Analysis of potential predictors of depression among coronary heart disease risk factors including heart rate variability, markers of inflammation, and endothelial function.

AIMS

We investigated the relationship between autonomic nervous system balance, systemic immune activation, endothelial dysfunction, and depression in patients free of coronary heart disease (CHD) with increased CHD risk.

METHODS AND RESULTS

Depression status (Beck Depression Inventory, BDI), selected CHD risk factors, inflammation markers, measures of heart rate variability (HRV), and indices of endothelial function (flow-mediated dilation, FMD) were evaluated in 415 subjects free of CHD, diabetes mellitus, and other life-threatening conditions, with at least two CHD risk factors among the following: older age, male gender, current smoking, hypertension, and dislipidaemia. Overall, 51.7% of the participants were males, aged 57.6 +/- 8.8 years on average (minimum 30, maximum 70).

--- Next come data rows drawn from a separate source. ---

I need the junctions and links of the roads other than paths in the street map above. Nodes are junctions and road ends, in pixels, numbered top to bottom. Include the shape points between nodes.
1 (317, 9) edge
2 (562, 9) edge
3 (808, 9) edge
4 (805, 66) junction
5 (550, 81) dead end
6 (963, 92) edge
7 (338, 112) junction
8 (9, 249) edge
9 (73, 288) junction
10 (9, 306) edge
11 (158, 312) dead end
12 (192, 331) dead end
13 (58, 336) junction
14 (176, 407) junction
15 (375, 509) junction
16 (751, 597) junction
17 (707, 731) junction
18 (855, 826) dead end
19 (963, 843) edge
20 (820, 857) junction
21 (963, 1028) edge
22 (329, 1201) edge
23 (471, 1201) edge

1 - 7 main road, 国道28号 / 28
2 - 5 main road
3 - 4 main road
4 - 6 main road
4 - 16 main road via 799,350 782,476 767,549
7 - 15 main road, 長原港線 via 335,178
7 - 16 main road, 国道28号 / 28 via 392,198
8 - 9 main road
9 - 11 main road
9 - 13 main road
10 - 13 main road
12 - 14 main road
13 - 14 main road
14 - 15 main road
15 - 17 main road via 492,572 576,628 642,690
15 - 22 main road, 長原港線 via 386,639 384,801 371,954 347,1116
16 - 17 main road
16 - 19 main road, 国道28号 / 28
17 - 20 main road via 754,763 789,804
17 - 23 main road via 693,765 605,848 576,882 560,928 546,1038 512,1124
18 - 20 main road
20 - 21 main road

Almost half were hypertensive, 43.9% were dyslipidemic, 30.4% current smokers, and 23.1% showed a depressive symptomatology (BDI > or = 10). Logistic regression showed that, as compared with non-depressed individuals and after adjustment for age, gender, and hypertension, depressive subjects were significantly more likely to be smokers, to have higher total cholesterol, higher C-reactive protein, and Interleukin-6. In addition, depressed subjects were more likely to have altered HRV and their FMD was severely impaired (adjusted odds ratio of 1% increase = 0.72; 95% CI: 0.61-0.86).

CONCLUSION

Our data indicate an independent association between depression and impaired HRV, systemic inflammatory, and endothelial function. These mechanisms play a role not only in the complication of advanced forms of disease, but also promote and/or accelerate the early disease and connect depression and CHD.